Une fois le gros œuvre terminé, il faudra ensuite équiper tout le bâtiment qui disposera de trois étages sur une surface de 60.000m2 au sol. Car le géant américain entend bien faire de ce site, installé aux abords de l'Aéroport Lyon Saint-Exupéry, le prochain à être entièrement robotisé et à profiter des solutions d'intelligence artificielle (IA) développées par la filiale d'Amazon, AWS (Amazon Web Services).
Le chantier, évalué à 200 millions d'euros, devrait, à terme, créer près de 3.000 emplois, confirme Patrick Labarre, directeur France d'Amazon Logistique, et permettre la préparation et la livraison de plusieurs millions de colis par semaine dont les produits, majoritairement arrivés dans le nord de la France par conteneurs sont ensuite acheminés aux différentes plateformes de l'Américain. Des produits qui seront ensuite distribués, majoritairement dans la région, et en fonction des besoins, dans l'Hexagone ou les pays voisins.

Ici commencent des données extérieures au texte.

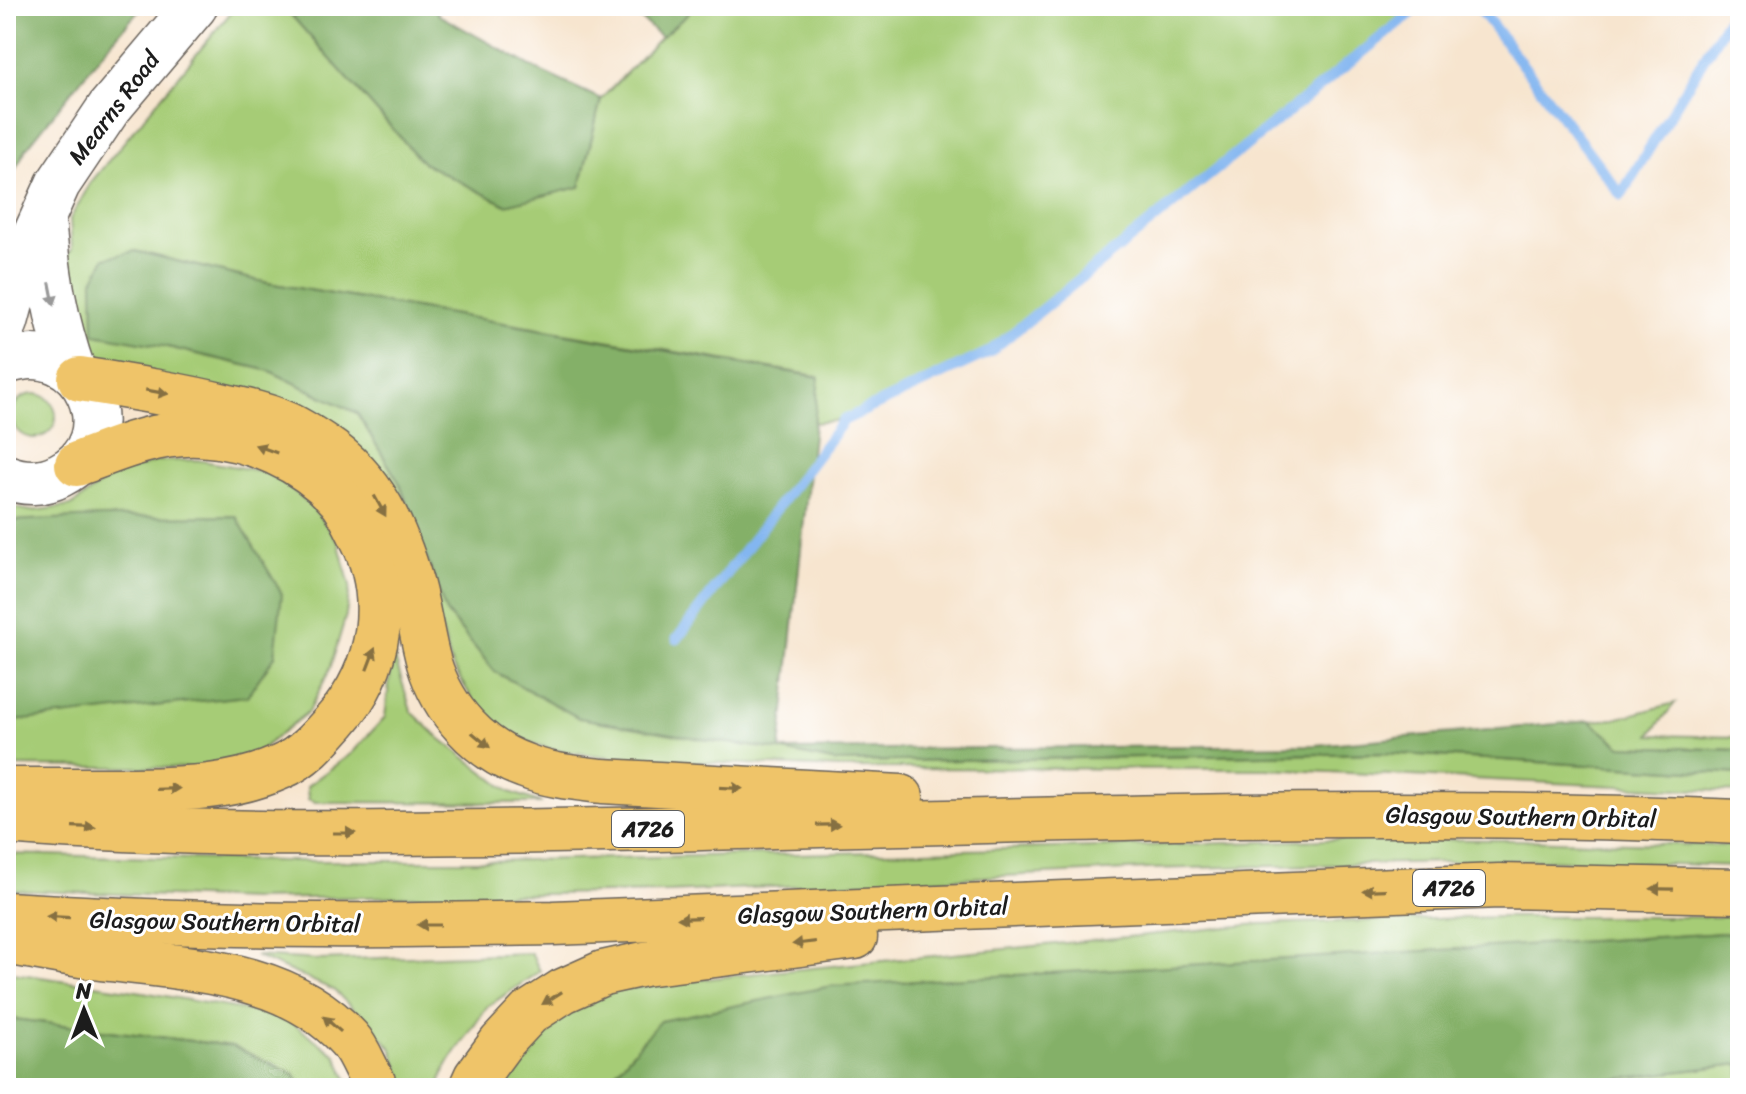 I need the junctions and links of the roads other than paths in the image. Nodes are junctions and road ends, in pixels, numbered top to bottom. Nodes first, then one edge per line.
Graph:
1 (195, 6) edge
2 (43, 217) junction
3 (6, 322) edge
4 (6, 362) edge
5 (77, 376) junction
6 (77, 464) junction
7 (6, 477) edge
8 (6, 790) edge
9 (1291, 815) junction
10 (6, 822) edge
11 (1740, 822) edge
12 (1740, 891) edge
13 (1159, 898) junction
14 (6, 914) edge
15 (6, 942) edge
16 (374, 1088) edge
17 (471, 1088) edge

1 - 2 street, Mearns Road
2 - 3 street, Mearns Road
2 -> 5 street, Mearns Road
4 - 5 street
5 - 6 street, Mearns Road
5 -> 9 highway
6 - 7 street
8 -> 6 highway
10 -> 9 highway, Glasgow Southern Orbital / A726
9 - 11 highway, Glasgow Southern Orbital / A726
12 -> 13 highway, Glasgow Southern Orbital / A726
13 -> 14 highway, Glasgow Southern Orbital / A726
13 -> 17 highway
16 -> 15 highway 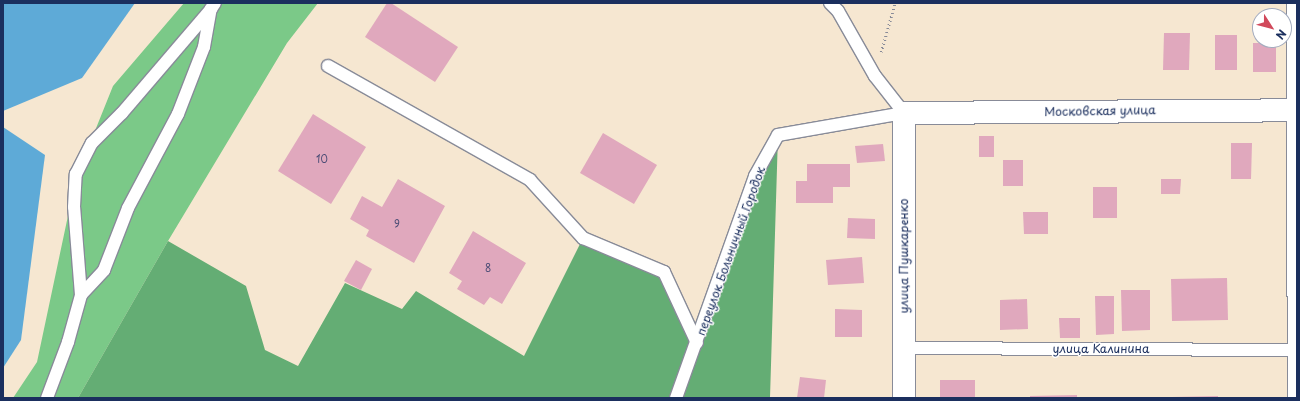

La future plateforme rhônalpine copiera sa cousine de Bretigny-sur-Orge en région parisienne, née en 2019, et qui constitue le premier site robotisé d'Amazon dans l'Hexagone. Sur ce site francilien de 70.000 m2 qui fonctionne 24 heures sur 24 et 7 jours sur 7, près de 4.500 salariés en CDI se relaient. Objectif : répondre à la promesse qui a fait le succès du GAFAM, livrer vite, en J+1, voire le jour même pour certains produits commandés avant 10 heures.
Au point d'imposer une cadence infernale ? La question se pose alors que les conditions de travail du GAFAM ont été décriées à diverses reprises en France comme ailleurs.